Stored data
BEGIN

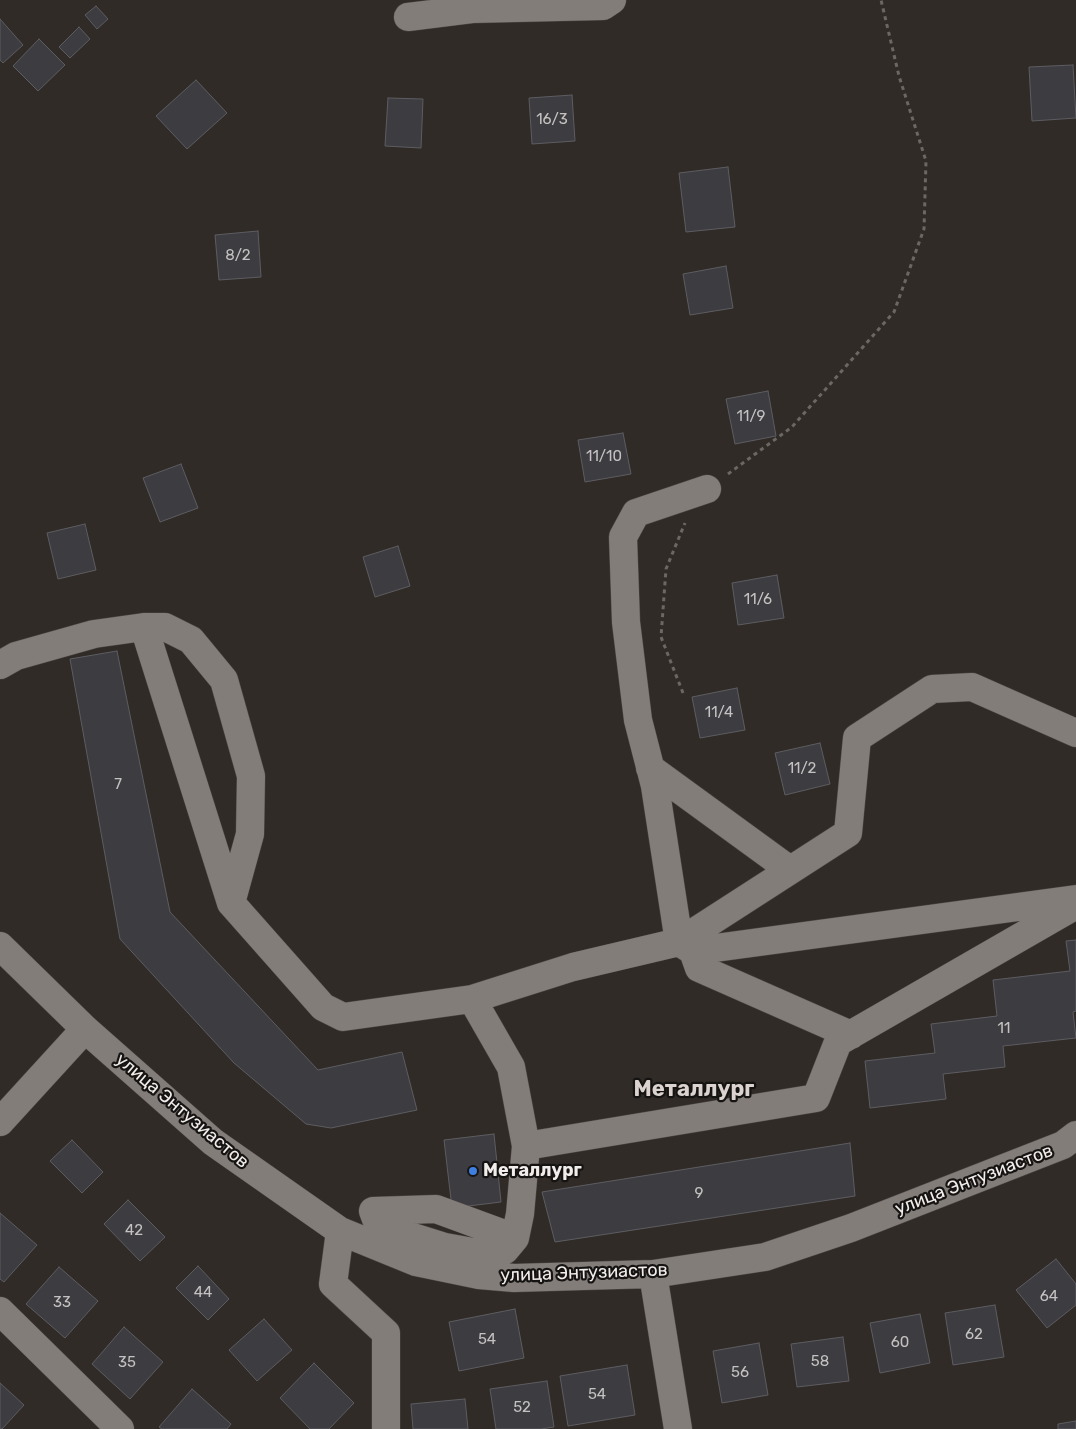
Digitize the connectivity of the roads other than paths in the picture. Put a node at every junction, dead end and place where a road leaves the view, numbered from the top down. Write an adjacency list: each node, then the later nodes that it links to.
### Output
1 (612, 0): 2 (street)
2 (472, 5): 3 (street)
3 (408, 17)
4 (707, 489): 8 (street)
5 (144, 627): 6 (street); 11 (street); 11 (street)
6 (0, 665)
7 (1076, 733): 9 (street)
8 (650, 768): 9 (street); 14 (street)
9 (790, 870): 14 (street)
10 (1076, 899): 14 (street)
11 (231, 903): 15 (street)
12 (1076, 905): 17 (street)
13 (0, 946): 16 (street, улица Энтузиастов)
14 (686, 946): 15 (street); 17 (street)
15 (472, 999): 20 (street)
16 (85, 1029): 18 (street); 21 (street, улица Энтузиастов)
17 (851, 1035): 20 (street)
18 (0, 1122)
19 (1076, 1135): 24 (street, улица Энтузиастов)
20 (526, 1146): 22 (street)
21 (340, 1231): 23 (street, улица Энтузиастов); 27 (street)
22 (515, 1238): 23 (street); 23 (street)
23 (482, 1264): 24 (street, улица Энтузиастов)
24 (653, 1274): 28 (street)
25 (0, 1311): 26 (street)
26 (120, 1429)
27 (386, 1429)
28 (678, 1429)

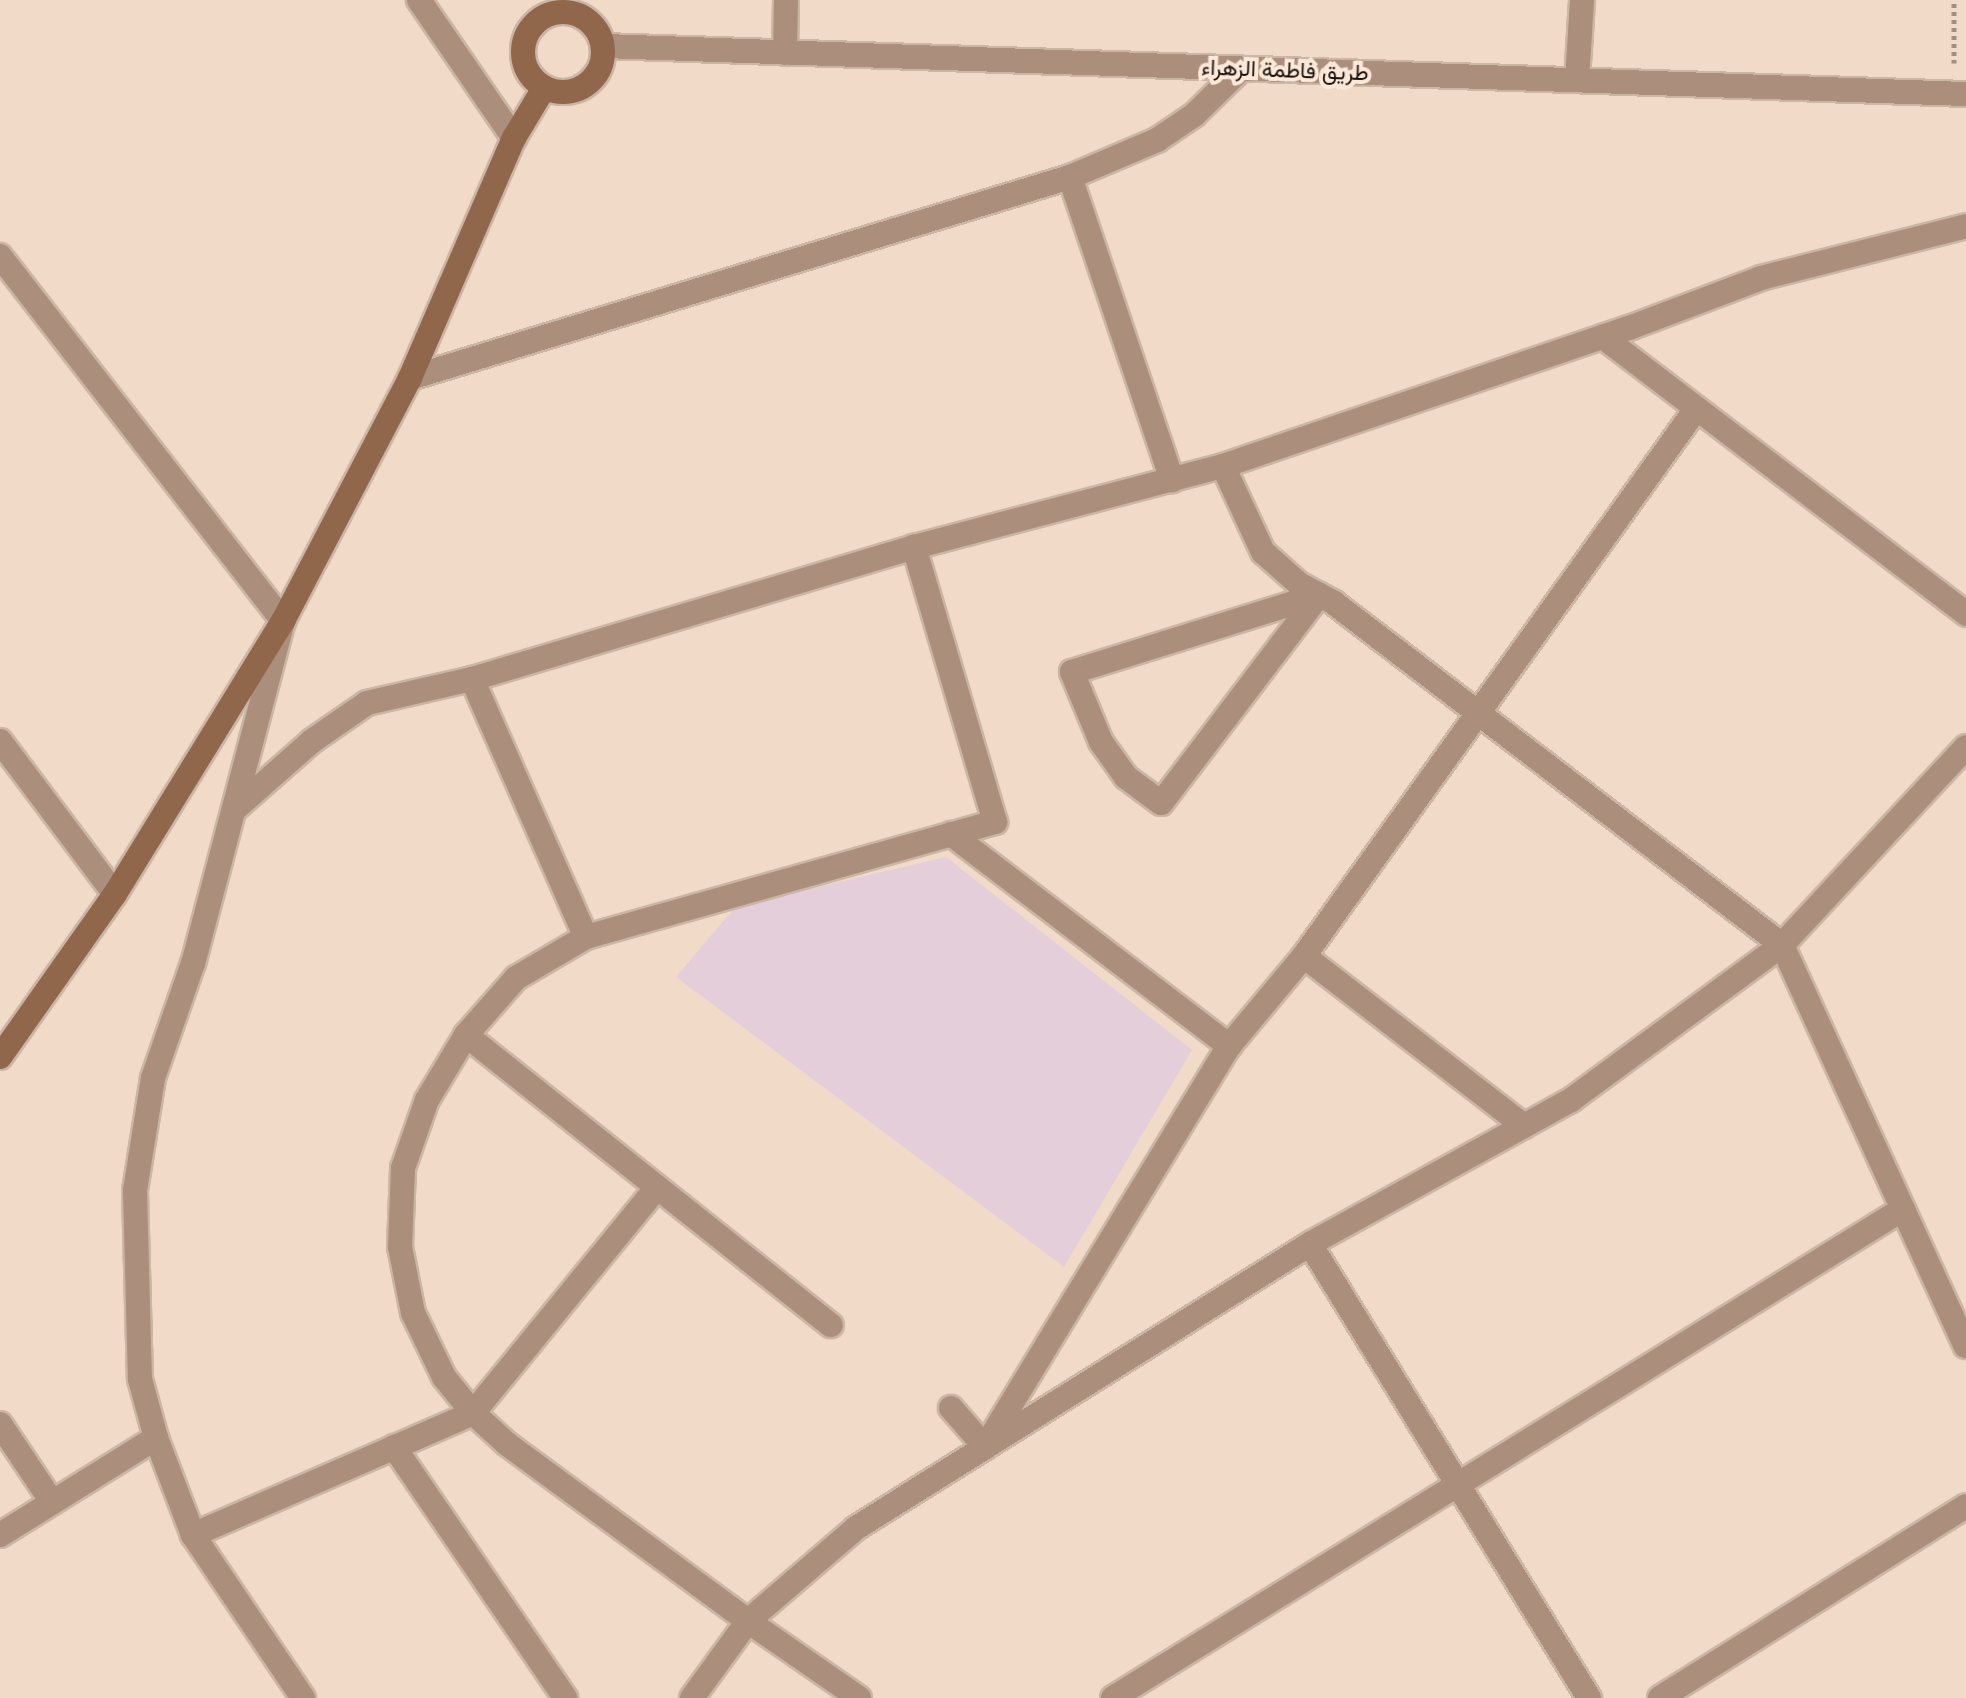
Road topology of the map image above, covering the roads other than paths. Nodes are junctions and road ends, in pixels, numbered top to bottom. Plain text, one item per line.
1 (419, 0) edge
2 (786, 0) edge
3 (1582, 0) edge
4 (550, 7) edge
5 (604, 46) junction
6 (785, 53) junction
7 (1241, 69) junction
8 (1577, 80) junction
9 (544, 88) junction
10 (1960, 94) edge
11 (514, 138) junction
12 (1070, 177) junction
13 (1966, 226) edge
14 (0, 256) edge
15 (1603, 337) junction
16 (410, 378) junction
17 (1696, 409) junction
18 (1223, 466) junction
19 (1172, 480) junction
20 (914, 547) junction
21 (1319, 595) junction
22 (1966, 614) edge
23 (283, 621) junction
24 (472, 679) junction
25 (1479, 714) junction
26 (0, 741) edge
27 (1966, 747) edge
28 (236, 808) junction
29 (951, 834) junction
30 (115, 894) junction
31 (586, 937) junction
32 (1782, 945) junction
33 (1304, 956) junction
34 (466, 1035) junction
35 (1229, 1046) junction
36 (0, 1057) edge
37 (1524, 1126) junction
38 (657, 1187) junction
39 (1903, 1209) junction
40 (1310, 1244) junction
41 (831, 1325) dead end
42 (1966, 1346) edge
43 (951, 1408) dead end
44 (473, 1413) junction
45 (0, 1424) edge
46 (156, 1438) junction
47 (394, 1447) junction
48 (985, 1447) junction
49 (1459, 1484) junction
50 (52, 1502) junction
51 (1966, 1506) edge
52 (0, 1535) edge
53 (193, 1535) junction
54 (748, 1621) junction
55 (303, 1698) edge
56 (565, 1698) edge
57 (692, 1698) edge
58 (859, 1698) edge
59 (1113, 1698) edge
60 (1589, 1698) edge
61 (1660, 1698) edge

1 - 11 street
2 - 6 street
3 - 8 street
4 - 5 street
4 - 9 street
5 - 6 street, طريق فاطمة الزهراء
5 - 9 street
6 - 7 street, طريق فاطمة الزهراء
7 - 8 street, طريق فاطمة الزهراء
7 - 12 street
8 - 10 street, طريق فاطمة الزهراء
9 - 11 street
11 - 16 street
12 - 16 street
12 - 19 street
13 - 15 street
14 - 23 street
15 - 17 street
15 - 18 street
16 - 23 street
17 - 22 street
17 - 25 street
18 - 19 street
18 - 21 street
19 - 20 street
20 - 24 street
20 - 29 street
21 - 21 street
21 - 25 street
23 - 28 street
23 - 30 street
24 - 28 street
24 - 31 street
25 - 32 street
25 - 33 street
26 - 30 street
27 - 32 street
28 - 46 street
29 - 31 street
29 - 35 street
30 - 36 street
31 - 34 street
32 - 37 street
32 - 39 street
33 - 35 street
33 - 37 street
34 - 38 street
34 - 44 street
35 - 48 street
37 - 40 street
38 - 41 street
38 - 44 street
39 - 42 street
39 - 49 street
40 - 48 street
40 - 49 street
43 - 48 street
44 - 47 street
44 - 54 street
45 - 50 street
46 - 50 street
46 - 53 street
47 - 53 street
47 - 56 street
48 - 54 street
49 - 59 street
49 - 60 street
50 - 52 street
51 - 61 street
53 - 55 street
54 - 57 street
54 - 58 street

END

• _Work order_
All of the entries above are to be duplicated exactly, with every image left out.

• _Finished exercise_
Digitize the connectivity of the roads other than paths in the picture. Put a node at every junction, dead end and place where a road leaves the view, numbered from the top down. Write an adjacency list: each node, then the later nodes that it links to.
### Output
1 (612, 0): 2 (street)
2 (472, 5): 3 (street)
3 (408, 17)
4 (707, 489): 8 (street)
5 (144, 627): 6 (street); 11 (street); 11 (street)
6 (0, 665)
7 (1076, 733): 9 (street)
8 (650, 768): 9 (street); 14 (street)
9 (790, 870): 14 (street)
10 (1076, 899): 14 (street)
11 (231, 903): 15 (street)
12 (1076, 905): 17 (street)
13 (0, 946): 16 (street, улица Энтузиастов)
14 (686, 946): 15 (street); 17 (street)
15 (472, 999): 20 (street)
16 (85, 1029): 18 (street); 21 (street, улица Энтузиастов)
17 (851, 1035): 20 (street)
18 (0, 1122)
19 (1076, 1135): 24 (street, улица Энтузиастов)
20 (526, 1146): 22 (street)
21 (340, 1231): 23 (street, улица Энтузиастов); 27 (street)
22 (515, 1238): 23 (street); 23 (street)
23 (482, 1264): 24 (street, улица Энтузиастов)
24 (653, 1274): 28 (street)
25 (0, 1311): 26 (street)
26 (120, 1429)
27 (386, 1429)
28 (678, 1429)

Road topology of the map image above, covering the roads other than paths. Nodes are junctions and road ends, in pixels, numbered top to bottom. Plain text, one item per line.
1 (419, 0) edge
2 (786, 0) edge
3 (1582, 0) edge
4 (550, 7) edge
5 (604, 46) junction
6 (785, 53) junction
7 (1241, 69) junction
8 (1577, 80) junction
9 (544, 88) junction
10 (1960, 94) edge
11 (514, 138) junction
12 (1070, 177) junction
13 (1966, 226) edge
14 (0, 256) edge
15 (1603, 337) junction
16 (410, 378) junction
17 (1696, 409) junction
18 (1223, 466) junction
19 (1172, 480) junction
20 (914, 547) junction
21 (1319, 595) junction
22 (1966, 614) edge
23 (283, 621) junction
24 (472, 679) junction
25 (1479, 714) junction
26 (0, 741) edge
27 (1966, 747) edge
28 (236, 808) junction
29 (951, 834) junction
30 (115, 894) junction
31 (586, 937) junction
32 (1782, 945) junction
33 (1304, 956) junction
34 (466, 1035) junction
35 (1229, 1046) junction
36 (0, 1057) edge
37 (1524, 1126) junction
38 (657, 1187) junction
39 (1903, 1209) junction
40 (1310, 1244) junction
41 (831, 1325) dead end
42 (1966, 1346) edge
43 (951, 1408) dead end
44 (473, 1413) junction
45 (0, 1424) edge
46 (156, 1438) junction
47 (394, 1447) junction
48 (985, 1447) junction
49 (1459, 1484) junction
50 (52, 1502) junction
51 (1966, 1506) edge
52 (0, 1535) edge
53 (193, 1535) junction
54 (748, 1621) junction
55 (303, 1698) edge
56 (565, 1698) edge
57 (692, 1698) edge
58 (859, 1698) edge
59 (1113, 1698) edge
60 (1589, 1698) edge
61 (1660, 1698) edge

1 - 11 street
2 - 6 street
3 - 8 street
4 - 5 street
4 - 9 street
5 - 6 street, طريق فاطمة الزهراء
5 - 9 street
6 - 7 street, طريق فاطمة الزهراء
7 - 8 street, طريق فاطمة الزهراء
7 - 12 street
8 - 10 street, طريق فاطمة الزهراء
9 - 11 street
11 - 16 street
12 - 16 street
12 - 19 street
13 - 15 street
14 - 23 street
15 - 17 street
15 - 18 street
16 - 23 street
17 - 22 street
17 - 25 street
18 - 19 street
18 - 21 street
19 - 20 street
20 - 24 street
20 - 29 street
21 - 21 street
21 - 25 street
23 - 28 street
23 - 30 street
24 - 28 street
24 - 31 street
25 - 32 street
25 - 33 street
26 - 30 street
27 - 32 street
28 - 46 street
29 - 31 street
29 - 35 street
30 - 36 street
31 - 34 street
32 - 37 street
32 - 39 street
33 - 35 street
33 - 37 street
34 - 38 street
34 - 44 street
35 - 48 street
37 - 40 street
38 - 41 street
38 - 44 street
39 - 42 street
39 - 49 street
40 - 48 street
40 - 49 street
43 - 48 street
44 - 47 street
44 - 54 street
45 - 50 street
46 - 50 street
46 - 53 street
47 - 53 street
47 - 56 street
48 - 54 street
49 - 59 street
49 - 60 street
50 - 52 street
51 - 61 street
53 - 55 street
54 - 57 street
54 - 58 street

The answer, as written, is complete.